Nos anos 1950, remover as amígdalas era tão frequente quanto uma consulta pediátrica. Décadas depois, evidências científicas provaram que a prática preventiva não tinha fundamento. A história revela como a medicina pode mudar radicalmente quando novos dados surgem
Por Paloma de Sá | GNEWSUSA
Na década de 1950, a amigdalectomia — cirurgia de remoção das amígdalas — tornou-se um dos procedimentos mais comuns nos Estados Unidos. Em 1959, cerca de 1,4 milhão de crianças passaram pela operação. Em muitas regiões, era quase um rito de passagem, tão comum quanto vacinas de rotina.
Mesmo com o crescimento populacional, o número caiu para aproximadamente 500 mil por ano nas últimas décadas.
A pergunta permanece: por que a prática médica mudou tão drasticamente?
As amígdalas vistas como “portais de infecção”
No início do século 20, doenças infecciosas eram medo constante entre famílias e médicos.

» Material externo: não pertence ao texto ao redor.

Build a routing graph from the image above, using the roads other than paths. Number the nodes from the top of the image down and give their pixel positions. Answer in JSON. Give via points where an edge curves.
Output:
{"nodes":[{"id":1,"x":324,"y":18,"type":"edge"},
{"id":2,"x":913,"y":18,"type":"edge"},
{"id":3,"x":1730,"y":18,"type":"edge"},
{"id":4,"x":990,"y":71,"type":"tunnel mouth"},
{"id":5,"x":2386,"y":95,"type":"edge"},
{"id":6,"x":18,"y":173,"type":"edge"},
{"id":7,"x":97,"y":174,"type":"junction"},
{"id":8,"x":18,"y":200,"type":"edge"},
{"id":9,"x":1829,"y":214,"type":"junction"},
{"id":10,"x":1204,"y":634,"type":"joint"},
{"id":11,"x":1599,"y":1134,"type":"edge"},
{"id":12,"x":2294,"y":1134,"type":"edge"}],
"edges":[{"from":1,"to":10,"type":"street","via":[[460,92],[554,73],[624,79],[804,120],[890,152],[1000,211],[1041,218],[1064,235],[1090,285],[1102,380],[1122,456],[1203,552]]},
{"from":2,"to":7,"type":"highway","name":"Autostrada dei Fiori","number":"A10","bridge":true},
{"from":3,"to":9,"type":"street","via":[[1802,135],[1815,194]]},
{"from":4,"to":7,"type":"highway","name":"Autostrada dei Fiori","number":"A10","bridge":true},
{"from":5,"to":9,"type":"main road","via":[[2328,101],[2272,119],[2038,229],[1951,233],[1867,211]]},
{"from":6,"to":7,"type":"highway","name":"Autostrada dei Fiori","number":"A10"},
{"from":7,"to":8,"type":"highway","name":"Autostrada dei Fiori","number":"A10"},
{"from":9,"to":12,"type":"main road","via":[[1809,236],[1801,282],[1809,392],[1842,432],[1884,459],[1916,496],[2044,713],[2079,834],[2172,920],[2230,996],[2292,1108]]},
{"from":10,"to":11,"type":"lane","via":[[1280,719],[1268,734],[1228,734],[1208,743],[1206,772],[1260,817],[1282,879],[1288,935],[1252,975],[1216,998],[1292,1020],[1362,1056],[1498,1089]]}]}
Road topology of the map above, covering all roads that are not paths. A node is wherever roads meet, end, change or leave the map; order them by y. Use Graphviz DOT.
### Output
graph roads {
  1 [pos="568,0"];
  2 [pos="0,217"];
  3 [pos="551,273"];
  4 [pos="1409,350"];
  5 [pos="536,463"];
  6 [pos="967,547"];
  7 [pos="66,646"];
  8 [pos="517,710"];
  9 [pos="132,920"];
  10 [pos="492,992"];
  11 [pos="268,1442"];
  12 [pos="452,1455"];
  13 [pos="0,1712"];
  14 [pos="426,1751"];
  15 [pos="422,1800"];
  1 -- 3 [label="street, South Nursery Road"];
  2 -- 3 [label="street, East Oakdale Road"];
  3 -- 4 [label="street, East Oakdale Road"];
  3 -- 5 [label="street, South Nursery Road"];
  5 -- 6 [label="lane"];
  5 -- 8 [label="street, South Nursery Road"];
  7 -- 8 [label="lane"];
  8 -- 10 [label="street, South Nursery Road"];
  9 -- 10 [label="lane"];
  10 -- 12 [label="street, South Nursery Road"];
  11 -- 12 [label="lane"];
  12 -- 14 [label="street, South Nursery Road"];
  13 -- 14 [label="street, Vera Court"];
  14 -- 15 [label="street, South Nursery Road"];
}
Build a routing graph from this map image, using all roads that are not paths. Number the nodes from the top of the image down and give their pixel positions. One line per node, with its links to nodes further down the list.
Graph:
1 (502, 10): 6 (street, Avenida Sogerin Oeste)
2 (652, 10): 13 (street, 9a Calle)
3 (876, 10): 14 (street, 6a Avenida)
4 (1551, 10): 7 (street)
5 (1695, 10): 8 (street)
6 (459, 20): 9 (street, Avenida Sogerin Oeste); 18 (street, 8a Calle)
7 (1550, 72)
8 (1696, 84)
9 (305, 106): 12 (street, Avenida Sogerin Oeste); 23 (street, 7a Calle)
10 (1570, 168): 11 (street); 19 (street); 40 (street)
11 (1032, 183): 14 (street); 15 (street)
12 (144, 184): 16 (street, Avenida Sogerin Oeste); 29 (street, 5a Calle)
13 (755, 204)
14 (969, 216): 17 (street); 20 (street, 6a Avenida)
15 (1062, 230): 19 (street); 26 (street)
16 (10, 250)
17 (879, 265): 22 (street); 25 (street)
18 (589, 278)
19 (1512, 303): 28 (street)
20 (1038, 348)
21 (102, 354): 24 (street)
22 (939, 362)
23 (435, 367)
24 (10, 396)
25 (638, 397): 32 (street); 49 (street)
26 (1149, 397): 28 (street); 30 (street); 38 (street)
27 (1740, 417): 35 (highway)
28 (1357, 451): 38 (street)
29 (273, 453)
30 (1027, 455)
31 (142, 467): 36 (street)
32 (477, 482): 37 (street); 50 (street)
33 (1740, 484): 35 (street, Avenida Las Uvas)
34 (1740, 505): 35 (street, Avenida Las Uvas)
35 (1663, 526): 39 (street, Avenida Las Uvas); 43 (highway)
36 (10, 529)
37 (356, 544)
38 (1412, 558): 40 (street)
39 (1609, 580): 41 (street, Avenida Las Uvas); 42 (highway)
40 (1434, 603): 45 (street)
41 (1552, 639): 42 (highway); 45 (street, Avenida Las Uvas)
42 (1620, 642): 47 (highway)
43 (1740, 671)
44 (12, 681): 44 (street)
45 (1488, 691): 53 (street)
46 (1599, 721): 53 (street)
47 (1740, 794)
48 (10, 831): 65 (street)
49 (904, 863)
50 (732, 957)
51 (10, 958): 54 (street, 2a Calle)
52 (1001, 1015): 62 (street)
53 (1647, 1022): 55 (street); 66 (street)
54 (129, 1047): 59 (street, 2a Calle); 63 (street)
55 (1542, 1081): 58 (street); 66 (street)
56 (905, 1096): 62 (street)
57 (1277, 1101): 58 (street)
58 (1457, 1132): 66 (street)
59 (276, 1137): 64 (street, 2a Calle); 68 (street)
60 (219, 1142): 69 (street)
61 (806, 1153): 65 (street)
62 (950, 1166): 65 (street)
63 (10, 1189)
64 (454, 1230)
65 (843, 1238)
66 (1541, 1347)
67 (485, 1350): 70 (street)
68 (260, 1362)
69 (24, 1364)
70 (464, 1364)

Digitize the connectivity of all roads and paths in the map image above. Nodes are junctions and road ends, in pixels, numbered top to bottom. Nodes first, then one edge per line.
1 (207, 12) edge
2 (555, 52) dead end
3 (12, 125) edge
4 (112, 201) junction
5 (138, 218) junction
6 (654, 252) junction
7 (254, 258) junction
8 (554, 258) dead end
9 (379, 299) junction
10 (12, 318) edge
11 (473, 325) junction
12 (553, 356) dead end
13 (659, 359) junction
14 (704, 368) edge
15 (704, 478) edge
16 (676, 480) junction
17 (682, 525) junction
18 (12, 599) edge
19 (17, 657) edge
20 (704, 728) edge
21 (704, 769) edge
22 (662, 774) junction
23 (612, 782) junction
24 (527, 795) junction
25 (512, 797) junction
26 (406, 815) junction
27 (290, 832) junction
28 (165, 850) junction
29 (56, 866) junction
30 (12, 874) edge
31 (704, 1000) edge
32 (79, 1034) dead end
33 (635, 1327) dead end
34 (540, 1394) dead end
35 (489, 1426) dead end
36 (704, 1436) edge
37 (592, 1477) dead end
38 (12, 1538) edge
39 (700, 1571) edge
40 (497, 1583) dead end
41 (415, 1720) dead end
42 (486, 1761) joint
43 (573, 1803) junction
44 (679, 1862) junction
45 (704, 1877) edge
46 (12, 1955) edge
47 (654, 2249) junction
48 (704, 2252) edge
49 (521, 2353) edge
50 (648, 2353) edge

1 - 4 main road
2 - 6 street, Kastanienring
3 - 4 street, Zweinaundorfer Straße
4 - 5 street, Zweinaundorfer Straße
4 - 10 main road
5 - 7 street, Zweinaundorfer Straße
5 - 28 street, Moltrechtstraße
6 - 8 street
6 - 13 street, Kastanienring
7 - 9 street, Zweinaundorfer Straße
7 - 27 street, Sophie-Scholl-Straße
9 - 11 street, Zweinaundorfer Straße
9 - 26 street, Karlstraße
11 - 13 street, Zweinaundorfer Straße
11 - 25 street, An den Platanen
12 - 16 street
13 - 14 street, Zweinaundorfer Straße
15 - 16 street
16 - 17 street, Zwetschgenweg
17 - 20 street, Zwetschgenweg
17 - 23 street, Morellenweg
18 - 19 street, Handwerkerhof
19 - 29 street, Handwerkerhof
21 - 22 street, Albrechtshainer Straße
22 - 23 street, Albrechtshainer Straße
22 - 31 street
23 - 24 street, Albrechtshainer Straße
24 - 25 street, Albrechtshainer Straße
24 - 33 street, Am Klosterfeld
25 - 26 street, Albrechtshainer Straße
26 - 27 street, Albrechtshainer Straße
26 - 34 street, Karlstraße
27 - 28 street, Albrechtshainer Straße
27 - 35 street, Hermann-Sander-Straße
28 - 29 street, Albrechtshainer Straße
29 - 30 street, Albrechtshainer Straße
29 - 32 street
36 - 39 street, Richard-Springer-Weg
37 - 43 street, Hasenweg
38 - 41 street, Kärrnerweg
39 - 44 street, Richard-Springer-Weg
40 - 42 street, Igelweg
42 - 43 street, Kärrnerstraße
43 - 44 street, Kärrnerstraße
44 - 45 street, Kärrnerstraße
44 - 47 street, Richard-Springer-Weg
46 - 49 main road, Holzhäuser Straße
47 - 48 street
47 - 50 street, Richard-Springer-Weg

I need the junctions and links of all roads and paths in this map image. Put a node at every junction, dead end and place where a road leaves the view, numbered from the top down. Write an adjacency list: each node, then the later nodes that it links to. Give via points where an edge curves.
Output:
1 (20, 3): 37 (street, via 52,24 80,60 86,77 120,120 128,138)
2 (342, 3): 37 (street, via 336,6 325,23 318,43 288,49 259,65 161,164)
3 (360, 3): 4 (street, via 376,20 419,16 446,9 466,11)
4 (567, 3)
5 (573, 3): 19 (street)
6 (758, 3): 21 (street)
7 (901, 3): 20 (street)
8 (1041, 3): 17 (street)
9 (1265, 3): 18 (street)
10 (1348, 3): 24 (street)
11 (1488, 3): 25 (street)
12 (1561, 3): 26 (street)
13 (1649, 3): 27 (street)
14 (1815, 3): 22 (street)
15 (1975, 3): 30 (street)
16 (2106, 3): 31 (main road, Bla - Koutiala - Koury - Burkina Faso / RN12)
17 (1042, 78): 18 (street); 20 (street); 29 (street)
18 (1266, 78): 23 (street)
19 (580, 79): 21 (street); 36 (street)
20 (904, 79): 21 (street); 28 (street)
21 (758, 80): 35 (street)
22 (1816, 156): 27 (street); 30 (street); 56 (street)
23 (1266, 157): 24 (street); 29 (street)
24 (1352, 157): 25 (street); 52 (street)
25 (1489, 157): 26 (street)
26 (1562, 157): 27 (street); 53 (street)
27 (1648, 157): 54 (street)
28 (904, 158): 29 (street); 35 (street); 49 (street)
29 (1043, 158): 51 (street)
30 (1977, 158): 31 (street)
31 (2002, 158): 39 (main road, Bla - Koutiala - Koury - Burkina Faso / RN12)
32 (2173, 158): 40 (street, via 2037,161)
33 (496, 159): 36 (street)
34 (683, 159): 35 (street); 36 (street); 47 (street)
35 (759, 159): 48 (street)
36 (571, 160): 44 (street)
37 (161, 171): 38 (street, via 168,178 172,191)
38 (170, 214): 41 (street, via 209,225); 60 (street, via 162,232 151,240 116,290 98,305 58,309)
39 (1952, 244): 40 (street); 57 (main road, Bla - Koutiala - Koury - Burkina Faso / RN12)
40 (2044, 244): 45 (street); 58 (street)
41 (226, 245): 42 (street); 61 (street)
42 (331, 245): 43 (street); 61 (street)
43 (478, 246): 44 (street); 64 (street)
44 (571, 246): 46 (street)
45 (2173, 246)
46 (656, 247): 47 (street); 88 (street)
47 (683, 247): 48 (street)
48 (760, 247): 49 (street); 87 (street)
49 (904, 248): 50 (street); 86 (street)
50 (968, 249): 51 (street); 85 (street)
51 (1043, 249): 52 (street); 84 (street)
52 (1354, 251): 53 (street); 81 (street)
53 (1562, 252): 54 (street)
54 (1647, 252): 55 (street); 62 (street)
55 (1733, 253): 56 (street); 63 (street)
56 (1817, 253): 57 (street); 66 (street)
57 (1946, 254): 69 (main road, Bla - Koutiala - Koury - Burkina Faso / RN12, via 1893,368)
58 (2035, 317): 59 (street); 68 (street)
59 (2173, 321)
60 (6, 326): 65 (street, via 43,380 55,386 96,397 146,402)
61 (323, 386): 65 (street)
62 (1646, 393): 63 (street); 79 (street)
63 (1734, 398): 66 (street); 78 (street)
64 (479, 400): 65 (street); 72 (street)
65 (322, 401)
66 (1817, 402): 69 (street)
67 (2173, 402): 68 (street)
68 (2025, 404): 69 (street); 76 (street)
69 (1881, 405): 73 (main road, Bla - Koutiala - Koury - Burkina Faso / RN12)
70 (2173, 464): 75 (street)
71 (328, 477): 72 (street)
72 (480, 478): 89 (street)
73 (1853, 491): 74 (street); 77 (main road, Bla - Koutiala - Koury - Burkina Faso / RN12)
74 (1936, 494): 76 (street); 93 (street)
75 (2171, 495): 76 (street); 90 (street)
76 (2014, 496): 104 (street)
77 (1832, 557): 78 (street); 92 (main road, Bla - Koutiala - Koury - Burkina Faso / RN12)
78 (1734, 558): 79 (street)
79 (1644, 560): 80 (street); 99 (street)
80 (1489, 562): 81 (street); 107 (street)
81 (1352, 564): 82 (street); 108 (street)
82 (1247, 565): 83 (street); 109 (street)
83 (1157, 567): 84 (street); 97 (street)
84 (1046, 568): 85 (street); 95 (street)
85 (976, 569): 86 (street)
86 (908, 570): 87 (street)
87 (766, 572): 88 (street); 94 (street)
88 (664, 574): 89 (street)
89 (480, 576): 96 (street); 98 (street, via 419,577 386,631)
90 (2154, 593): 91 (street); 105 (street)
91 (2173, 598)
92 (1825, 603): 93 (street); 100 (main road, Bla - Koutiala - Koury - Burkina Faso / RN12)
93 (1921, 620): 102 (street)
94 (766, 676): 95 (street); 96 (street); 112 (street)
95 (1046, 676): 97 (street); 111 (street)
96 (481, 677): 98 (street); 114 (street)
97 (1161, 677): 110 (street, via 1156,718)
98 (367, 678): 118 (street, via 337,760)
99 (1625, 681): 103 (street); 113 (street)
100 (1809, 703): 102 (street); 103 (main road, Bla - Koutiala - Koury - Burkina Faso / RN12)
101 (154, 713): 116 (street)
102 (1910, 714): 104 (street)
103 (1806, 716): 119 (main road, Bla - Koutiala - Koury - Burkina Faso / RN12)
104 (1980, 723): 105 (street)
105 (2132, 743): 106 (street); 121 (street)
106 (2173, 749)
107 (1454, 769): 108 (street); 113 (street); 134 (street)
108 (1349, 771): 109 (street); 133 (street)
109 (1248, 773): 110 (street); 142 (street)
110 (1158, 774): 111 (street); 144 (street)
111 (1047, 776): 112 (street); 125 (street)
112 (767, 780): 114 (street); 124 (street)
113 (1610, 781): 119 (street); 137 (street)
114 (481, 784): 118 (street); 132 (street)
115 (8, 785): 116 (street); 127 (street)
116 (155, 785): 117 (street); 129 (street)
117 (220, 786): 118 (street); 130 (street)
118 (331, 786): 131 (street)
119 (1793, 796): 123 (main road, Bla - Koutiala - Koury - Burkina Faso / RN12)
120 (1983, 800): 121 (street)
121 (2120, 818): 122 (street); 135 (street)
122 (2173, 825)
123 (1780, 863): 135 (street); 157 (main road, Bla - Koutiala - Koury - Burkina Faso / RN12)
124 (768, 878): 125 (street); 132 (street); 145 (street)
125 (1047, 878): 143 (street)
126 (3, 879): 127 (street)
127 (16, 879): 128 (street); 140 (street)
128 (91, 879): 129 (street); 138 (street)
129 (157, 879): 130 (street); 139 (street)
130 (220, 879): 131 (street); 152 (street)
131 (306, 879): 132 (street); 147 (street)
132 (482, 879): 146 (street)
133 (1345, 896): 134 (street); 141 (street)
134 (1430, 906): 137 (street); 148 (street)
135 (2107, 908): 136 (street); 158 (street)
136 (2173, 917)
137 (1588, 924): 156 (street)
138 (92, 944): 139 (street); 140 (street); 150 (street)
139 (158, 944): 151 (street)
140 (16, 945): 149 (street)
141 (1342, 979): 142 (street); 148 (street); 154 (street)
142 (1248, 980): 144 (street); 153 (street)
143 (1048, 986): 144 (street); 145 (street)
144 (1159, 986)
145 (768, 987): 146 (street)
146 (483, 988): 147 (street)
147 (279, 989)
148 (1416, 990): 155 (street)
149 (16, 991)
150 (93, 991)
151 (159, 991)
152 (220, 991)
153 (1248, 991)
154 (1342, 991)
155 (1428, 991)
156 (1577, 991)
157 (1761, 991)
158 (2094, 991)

Sem antibióticos amplamente disponíveis, estruturas como as amígdalas — localizadas no fundo da garganta e parte essencial do sistema imunológico infantil — passaram a ser vistas como possíveis fontes de infecções repetidas.
A lógica predominante era simples:
se a criança adoecia com frequência, remover as amígdalas poderia evitar infecções futuras.
Com isso, a cirurgia virou prática preventiva, muitas vezes realizada mesmo quando não havia indicação clínica clara.
O estudo que mudou tudo: uma comparação que derrubou um hábito global
Na década de 1960, o pesquisador Dr. Jack Wennberg, da Universidade Dartmouth, concentrou-se em entender por que algumas regiões dos Estados Unidos realizavam muito mais cirurgias do que outras.
Seu estudo clássico comparou duas cidades vizinhas:
-
em uma, 60% das crianças passavam por amigdalectomia;
-
na outra, apenas 20%.
A diferença nas taxas de doenças infantis entre as cidades era nula.
A conclusão foi decisiva:
grande parte das cirurgias era feita sem necessidade médica, movida mais por tradição e crença do que por evidência.
O trabalho de Wennberg inaugurou a moderna discussão sobre variações injustificadas na prática médica.
1978: o NIH encerra a era da remoção preventiva
Após os estudos acumulados, em 1978, um painel de especialistas do National Institutes of Health (NIH) concluiu que:
-
não havia evidência robusta que justificasse a remoção preventiva das amígdalas;
-
a cirurgia envolvia riscos desnecessários quando não havia indicação precisa;
-
o procedimento deveria ser restrito a casos graves e refratários a tratamento clínico.
A posição do NIH marcou o início da queda global das amigdalectomias.
Do excesso à cautela: como a prática mudou
Com a consolidação da medicina baseada em evidências:
-
a cirurgia deixou de ser preventiva;
-
passou a ser recomendada apenas para quadros específicos, como infecções recorrentes severas, abscessos ou apneia obstrutiva do sono;
-
diretrizes clínicas modernas reforçam que as amígdalas têm papel importante no sistema imunológico, sobretudo na infância.
Hoje, especialistas afirmam que adiar a remoção, quando possível, pode beneficiar o desenvolvimento imunológico da criança.
Uma técnica milenar ainda necessária — quando indicada
Embora tenha caído em desuso como medida preventiva, a amigdalectomia tem uma longa história:
-
há registros de remoções na Índia por volta de 1000 a.C.;
-
relatos detalhados na Roma Antiga;
-
procedimentos brutais durante a Idade Média, sem anestesia;
-
aperfeiçoamentos no século 19 e 20 com advento da anestesia e da cirurgia moderna.
Atualmente, continua sendo uma intervenção importante em determinados contextos clínicos.
O legado das décadas de excesso cirúrgico
O declínio das amigdalectomias é um dos exemplos mais emblemáticos de como a medicina evolui quando submetida à análise científica rigorosa.
A história evidencia que:
-
práticas comuns podem ser abandonadas quando novas evidências surgem;
-
procedimentos “de rotina” precisam ser questionados;
-
a adoção de protocolos baseados em dados pode salvar vidas e evitar cirurgias desnecessárias.
Hoje, a decisão de remover as amígdalas é tomada com muito mais cautela — e baseada em critérios objetivos, não em tradição.